From mboxrd@z Thu Jan  1 00:00:00 1970
Return-Path: <linux-kernel-owner+willy=40w.ods.org@vger.kernel.org>
Received: (majordomo@vger.kernel.org) by vger.kernel.org via listexpand
	id S275593AbTHOARV (ORCPT <rfc822;willy@w.ods.org>);
	Thu, 14 Aug 2003 20:17:21 -0400
Received: (majordomo@vger.kernel.org) by vger.kernel.org id S275595AbTHOARV
	(ORCPT <rfc822;linux-kernel-outgoing>);
	Thu, 14 Aug 2003 20:17:21 -0400
Received: from mailhost.NMT.EDU ([129.138.4.52]:17883 "EHLO mailhost.nmt.edu")
	by vger.kernel.org with ESMTP id S275593AbTHOARQ (ORCPT
	<rfc822;linux-kernel@vger.kernel.org>);
	Thu, 14 Aug 2003 20:17:16 -0400
Date: Thu, 14 Aug 2003 18:17:13 -0600
From: Val Henson <val@nmt.edu>
To: David Wagner <daw@mozart.cs.berkeley.edu>
Cc: linux-kernel@vger.kernel.org
Subject: Re: [RFC][PATCH] Make cryptoapi non-optional?
Message-ID: <20030815001713.GD5333@speare5-1-14>
References: <20030809173329.GU31810@waste.org> <20030813032038.GA1244@think> <20030813040614.GP31810@waste.org> <20030814165320.GA2839@speare5-1-14> <bhgoj9$9ab$1@abraham.cs.berkeley.edu>
Mime-Version: 1.0
Content-Type: text/plain; charset=us-ascii
Content-Disposition: inline
In-Reply-To: <bhgoj9$9ab$1@abraham.cs.berkeley.edu>
User-Agent: Mutt/1.4.1i
X-Favorite-Color: Polka dot
Sender: linux-kernel-owner@vger.kernel.org
X-Mailing-List: linux-kernel@vger.kernel.org

On Thu, Aug 14, 2003 at 07:40:25PM +0000, David Wagner wrote:
> Val Henson  wrote:
> >Throwing away 80 bits of the 160 bit output is much better
> >than folding the two halves together.  In all the cases we've
> >discussed where folding might improve matters, throwing away half the
> >output would be even better.
> 
> I don't see where you are getting this from.  Define
>   F(x) = first80bits(SHA(x))
>   G(x) = first80bits(SHA(x)) xor last80bits(SHA(x)).
> What makes you think that F is a better (or worse) hash function than G?

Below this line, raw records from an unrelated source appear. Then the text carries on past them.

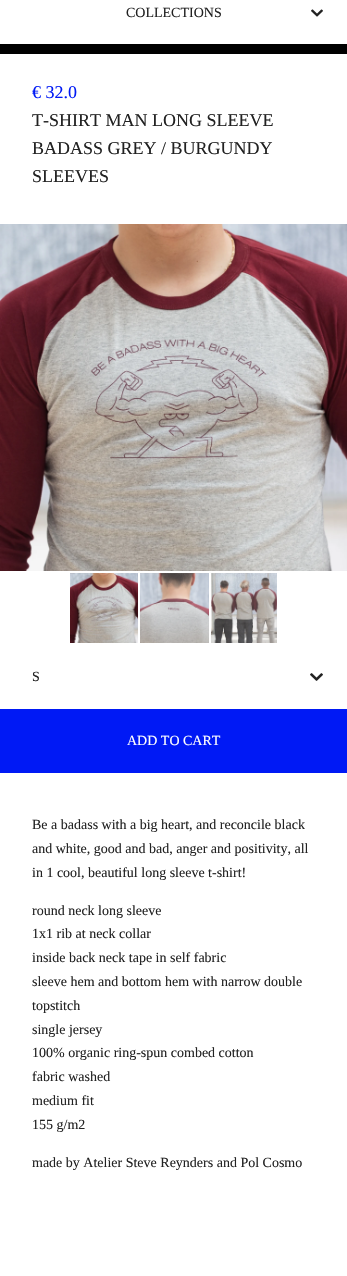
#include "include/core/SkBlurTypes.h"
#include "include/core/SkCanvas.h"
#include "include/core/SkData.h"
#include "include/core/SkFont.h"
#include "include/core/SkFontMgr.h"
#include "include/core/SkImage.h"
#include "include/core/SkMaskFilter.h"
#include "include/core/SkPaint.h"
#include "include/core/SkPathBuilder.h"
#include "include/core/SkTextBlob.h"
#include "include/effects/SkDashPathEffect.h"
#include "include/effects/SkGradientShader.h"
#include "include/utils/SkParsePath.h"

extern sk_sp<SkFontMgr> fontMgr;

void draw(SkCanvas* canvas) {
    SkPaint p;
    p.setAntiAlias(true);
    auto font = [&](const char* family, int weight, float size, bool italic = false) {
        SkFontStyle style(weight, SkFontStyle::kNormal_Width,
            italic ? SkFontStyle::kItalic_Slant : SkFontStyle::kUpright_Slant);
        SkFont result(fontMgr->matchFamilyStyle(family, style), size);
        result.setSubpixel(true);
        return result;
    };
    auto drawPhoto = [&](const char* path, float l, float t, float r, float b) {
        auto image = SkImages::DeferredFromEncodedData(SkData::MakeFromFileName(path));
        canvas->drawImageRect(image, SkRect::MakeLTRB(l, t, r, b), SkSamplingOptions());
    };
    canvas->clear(0xFFFFFFFF);
    p.setStyle(SkPaint::kStroke_Style);
    p.setStrokeWidth(10);
    p.setColor(0xFF000000);
    canvas->drawRect(SkRect::MakeLTRB(-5, -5, 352, 49), p);
    auto font1 = font("Liberation Serif", 400, 14);
    p.setStyle(SkPaint::kFill_Style);
    p.setColor(0xFF222222);
    canvas->drawString("COLLECTIONS", 126, 17, font1, p);
    drawPhoto("media/1.png", 311, 9, 323, 17);
    auto font2 = font("Liberation Serif", 400, 18);
    p.setColor(0xFF0019F5);
    canvas->drawString("€ 32.0", 32, 98, font2, p);
    p.setColor(0xFF222222);
    {
        const struct { const char* s; float x, y; } items[] = {
            {"T-SHIRT MAN LONG SLEEVE", 32, 126},
            {"BADASS GREY / BURGUNDY", 32, 154},
            {"SLEEVES", 32, 182},
        };
        for (auto [s, x, y] : items) {
            canvas->drawString(s, x, y, font2, p);
        }
    }
    drawPhoto("media/2.png", 0, 224, 347, 571);
    drawPhoto("media/3.png", 70, 573, 138, 643);
    drawPhoto("media/4.png", 140, 573, 209, 643);
    drawPhoto("media/5.png", 211, 573, 277, 643);
    canvas->drawString("S", 32, 681, font1, p);
    drawPhoto("media/6.png", 310, 673, 323, 681);
    p.setColor(0xFF0019F5);
    canvas->drawRect(SkRect::MakeLTRB(0, 709, 347, 773), p);
    p.setColor(0xFFFFFFFF);
    canvas->drawString("ADD TO CART", 127, 745, font1, p);
    p.setColor(0xFF222222);
    {
        const struct { const char* s; float x, y; } items[] = {
            {"Be a badass with a big heart, and reconcile black", 32, 829},
            {"and white, good and bad, anger and positivity, all", 32, 853},
            {"in 1 cool, beautiful long sleeve t-shirt!", 32, 877},
            {"round neck long sleeve", 32, 915},
            {"1x1 rib at neck collar", 32, 938},
            {"inside back neck tape in self fabric", 32, 962},
            {"sleeve hem and bottom hem with narrow double", 32, 986},
            {"topstitch", 32, 1010},
            {"single jersey", 32, 1034},
            {"100% organic ring-spun combed cotton", 32, 1057},
            {"fabric washed", 32, 1081},
            {"medium fit", 32, 1105},
            {"155 g/m2", 32, 1129},
            {"made by Atelier Steve Reynders and Pol Cosmo", 32, 1167},
        };
        for (auto [s, x, y] : items) {
            canvas->drawString(s, x, y, font1, p);
        }
    }
}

See Matt Mackall's earlier post on correlation, excerpted at the end
of this message.  Basically, with two strings x and y, the entropy of
x alone or y alone is always greater than or equal to the entropy of x
xored with y.

entropy(x) >= entropy(x xor y)
entropy(y) >= entropy(x xor y)

If you have the goal of throwing away some information so that the
attacker can't guess the state of the pool (which I'm not entirely
sure I agree with), then it is better to throw away half the hash than
to xor the two halves together.

> I think there is little basis for discriminating between them.
> If SHA is cryptographically secure, both F and G are fine.
> If SHA is insecure, then all bets are off, and both F and G might be weak.

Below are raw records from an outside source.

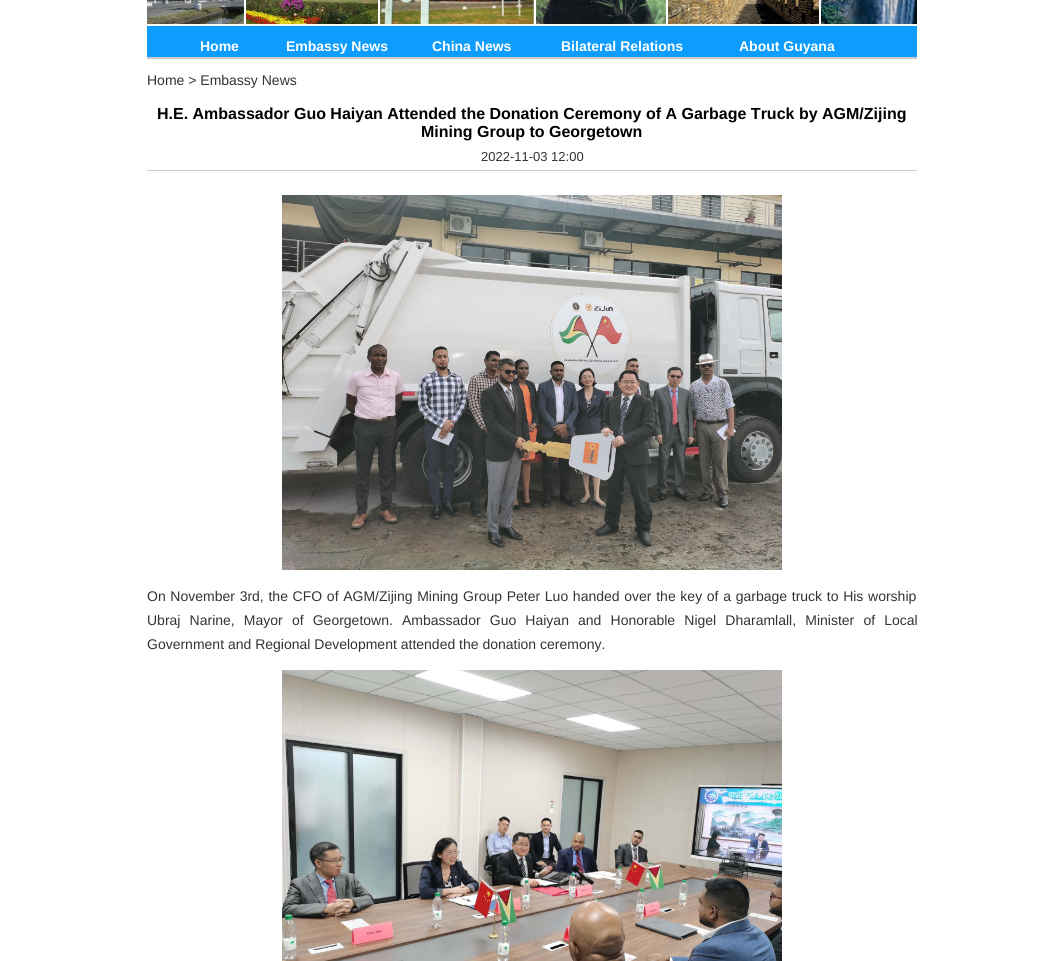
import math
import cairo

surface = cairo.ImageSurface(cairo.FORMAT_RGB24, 1064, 961)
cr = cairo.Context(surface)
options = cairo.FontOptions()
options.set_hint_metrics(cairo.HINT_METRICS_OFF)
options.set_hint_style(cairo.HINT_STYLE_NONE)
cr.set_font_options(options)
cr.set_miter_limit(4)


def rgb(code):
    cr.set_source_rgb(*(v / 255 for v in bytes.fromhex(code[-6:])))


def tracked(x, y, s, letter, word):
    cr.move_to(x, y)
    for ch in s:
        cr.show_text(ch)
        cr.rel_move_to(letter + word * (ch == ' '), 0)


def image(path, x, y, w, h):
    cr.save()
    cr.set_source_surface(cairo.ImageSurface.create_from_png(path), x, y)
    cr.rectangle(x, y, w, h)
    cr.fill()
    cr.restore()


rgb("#ffffff")
cr.paint()
image("img/1.png", 147, 0, 770, 24)
for x, y, w, h, color in [
    (147, 26, 770, 31, "#0e9cfe"),
    (147, 57, 770, 2, "#cccccc"),
    (147, 170, 770, 1, "#cccccc"),
]:
    rgb(color)
    cr.rectangle(x, y, w, h)
    cr.fill()
image("img/2.png", 282, 195, 500, 375)
image("img/3.png", 282, 670, 500, 291)
cr.select_font_face("Liberation Sans", cairo.FONT_SLANT_NORMAL, cairo.FONT_WEIGHT_BOLD)
cr.set_font_size(14)
rgb("#ffffff")
for x, y, s in [
    (200, 51, "Home"),
    (286, 51, "Embassy News"),
    (432, 51, "China News"),
    (561, 51, "Bilateral Relations"),
    (739, 51, "About Guyana"),
]:
    cr.move_to(x, y)
    cr.show_text(s)
cr.select_font_face("Liberation Sans")
rgb("#333333")
cr.move_to(147, 85)
cr.show_text("Home > Embassy News")
cr.select_font_face("Liberation Sans", cairo.FONT_SLANT_NORMAL, cairo.FONT_WEIGHT_BOLD)
cr.set_font_size(16)
rgb("#000000")
cr.move_to(157, 119)
cr.show_text("H.E. Ambassador Guo Haiyan Attended the Donation Ceremony of A Garbage Truck by AGM/Zijing")
cr.move_to(421, 137)
cr.show_text("Mining Group to Georgetown")
cr.select_font_face("Liberation Sans")
cr.set_font_size(13)
rgb("#333333")
cr.move_to(481, 161)
cr.show_text("2022-11-03 12:00")
cr.set_font_size(14)
tracked(147, 601, "On November 3rd, the CFO of AGM/Zijing Mining Group Peter Luo handed over the key of a garbage truck to His worship", 0, 0.8)
tracked(147, 625, "Ubraj Narine, Mayor of Georgetown. Ambassador Guo Haiyan and Honorable Nigel Dharamlall, Minister of Local", 0, 5.25)
cr.move_to(147, 649)
cr.show_text("Government and Regional Development attended the donation ceremony.")
surface.write_to_png("page.png")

There's plenty of basis.  We have two goals:

1. Return as much random data as possible (maximize entropy).
2. Don't reveal the state of the entire pool.

Throwing away half the result is at least as good or better than
folding the result.  There is no way in which folding is better than
halving, and folding is demonstrably worse if SHA-1's output is
correlated across the two halves in any way (which is almost certainly
true).

-VAL

>>From Matt Mackall:

Let's assume the simplest case of a two bit hash xy. "Patterns" here
are going to translate into a correlation between otherwise
well-distributed x and y. A perfectly uncorrelated system xy is going
to have two bits of entropy. A perfectly correlated (or
anti-correlated) system xy is going to have only 1 bit of entropy.

Now what happens when we fold these two bits together z=x^y? In the
uncorrelated case we end up with a well-distributed z. In the
correlated case, we end up with 0 or 1, that is z=x^x=0 or z=x^-x, and
we've eliminated any entropy we once had. If correlation is less than
100%, then we get somewhere between 0 and 1 bits of entropy, but
always less than if we just returned z=x or z=y. This argument
naturally scales up to larger variables x and y.